## EXERCISE DIRECTIONS
Restate the records exactly. Include all of them.
═══
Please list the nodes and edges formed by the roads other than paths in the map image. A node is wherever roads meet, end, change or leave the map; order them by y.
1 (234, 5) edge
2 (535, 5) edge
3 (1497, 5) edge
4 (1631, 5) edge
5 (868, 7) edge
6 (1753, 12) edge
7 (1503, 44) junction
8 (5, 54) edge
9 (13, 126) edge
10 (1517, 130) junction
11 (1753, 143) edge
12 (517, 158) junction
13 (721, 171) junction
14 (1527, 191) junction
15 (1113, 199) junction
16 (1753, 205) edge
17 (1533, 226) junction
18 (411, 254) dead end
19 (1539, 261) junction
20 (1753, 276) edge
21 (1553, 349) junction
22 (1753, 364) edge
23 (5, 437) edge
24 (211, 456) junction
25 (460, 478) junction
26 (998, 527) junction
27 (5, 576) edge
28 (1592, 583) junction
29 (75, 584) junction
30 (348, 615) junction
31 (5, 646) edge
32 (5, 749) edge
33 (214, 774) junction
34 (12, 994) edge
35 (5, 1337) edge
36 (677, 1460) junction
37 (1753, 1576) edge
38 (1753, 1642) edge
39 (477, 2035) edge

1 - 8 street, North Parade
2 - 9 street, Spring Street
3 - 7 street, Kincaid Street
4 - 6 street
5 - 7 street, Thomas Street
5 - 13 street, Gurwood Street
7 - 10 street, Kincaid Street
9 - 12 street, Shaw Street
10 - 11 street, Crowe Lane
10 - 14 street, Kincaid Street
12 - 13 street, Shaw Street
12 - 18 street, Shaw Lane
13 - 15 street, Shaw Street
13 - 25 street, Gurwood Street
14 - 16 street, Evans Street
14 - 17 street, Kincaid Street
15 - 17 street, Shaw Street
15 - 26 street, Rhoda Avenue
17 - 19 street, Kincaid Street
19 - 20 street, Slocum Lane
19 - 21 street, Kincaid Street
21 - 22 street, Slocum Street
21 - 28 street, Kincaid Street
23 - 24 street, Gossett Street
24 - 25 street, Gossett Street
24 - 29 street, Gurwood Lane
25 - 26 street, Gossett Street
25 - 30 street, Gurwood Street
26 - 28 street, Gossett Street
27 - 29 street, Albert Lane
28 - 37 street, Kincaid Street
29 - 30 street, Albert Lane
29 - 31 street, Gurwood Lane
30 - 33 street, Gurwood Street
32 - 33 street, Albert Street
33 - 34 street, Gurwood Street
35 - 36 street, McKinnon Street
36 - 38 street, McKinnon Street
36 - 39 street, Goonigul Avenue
═══
## RESPONSE AREA
Please list the nodes and edges formed by the roads other than paths in the map image. A node is wherever roads meet, end, change or leave the map; order them by y.
1 (234, 5) edge
2 (535, 5) edge
3 (1497, 5) edge
4 (1631, 5) edge
5 (868, 7) edge
6 (1753, 12) edge
7 (1503, 44) junction
8 (5, 54) edge
9 (13, 126) edge
10 (1517, 130) junction
11 (1753, 143) edge
12 (517, 158) junction
13 (721, 171) junction
14 (1527, 191) junction
15 (1113, 199) junction
16 (1753, 205) edge
17 (1533, 226) junction
18 (411, 254) dead end
19 (1539, 261) junction
20 (1753, 276) edge
21 (1553, 349) junction
22 (1753, 364) edge
23 (5, 437) edge
24 (211, 456) junction
25 (460, 478) junction
26 (998, 527) junction
27 (5, 576) edge
28 (1592, 583) junction
29 (75, 584) junction
30 (348, 615) junction
31 (5, 646) edge
32 (5, 749) edge
33 (214, 774) junction
34 (12, 994) edge
35 (5, 1337) edge
36 (677, 1460) junction
37 (1753, 1576) edge
38 (1753, 1642) edge
39 (477, 2035) edge

1 - 8 street, North Parade
2 - 9 street, Spring Street
3 - 7 street, Kincaid Street
4 - 6 street
5 - 7 street, Thomas Street
5 - 13 street, Gurwood Street
7 - 10 street, Kincaid Street
9 - 12 street, Shaw Street
10 - 11 street, Crowe Lane
10 - 14 street, Kincaid Street
12 - 13 street, Shaw Street
12 - 18 street, Shaw Lane
13 - 15 street, Shaw Street
13 - 25 street, Gurwood Street
14 - 16 street, Evans Street
14 - 17 street, Kincaid Street
15 - 17 street, Shaw Street
15 - 26 street, Rhoda Avenue
17 - 19 street, Kincaid Street
19 - 20 street, Slocum Lane
19 - 21 street, Kincaid Street
21 - 22 street, Slocum Street
21 - 28 street, Kincaid Street
23 - 24 street, Gossett Street
24 - 25 street, Gossett Street
24 - 29 street, Gurwood Lane
25 - 26 street, Gossett Street
25 - 30 street, Gurwood Street
26 - 28 street, Gossett Street
27 - 29 street, Albert Lane
28 - 37 street, Kincaid Street
29 - 30 street, Albert Lane
29 - 31 street, Gurwood Lane
30 - 33 street, Gurwood Street
32 - 33 street, Albert Street
33 - 34 street, Gurwood Street
35 - 36 street, McKinnon Street
36 - 38 street, McKinnon Street
36 - 39 street, Goonigul Avenue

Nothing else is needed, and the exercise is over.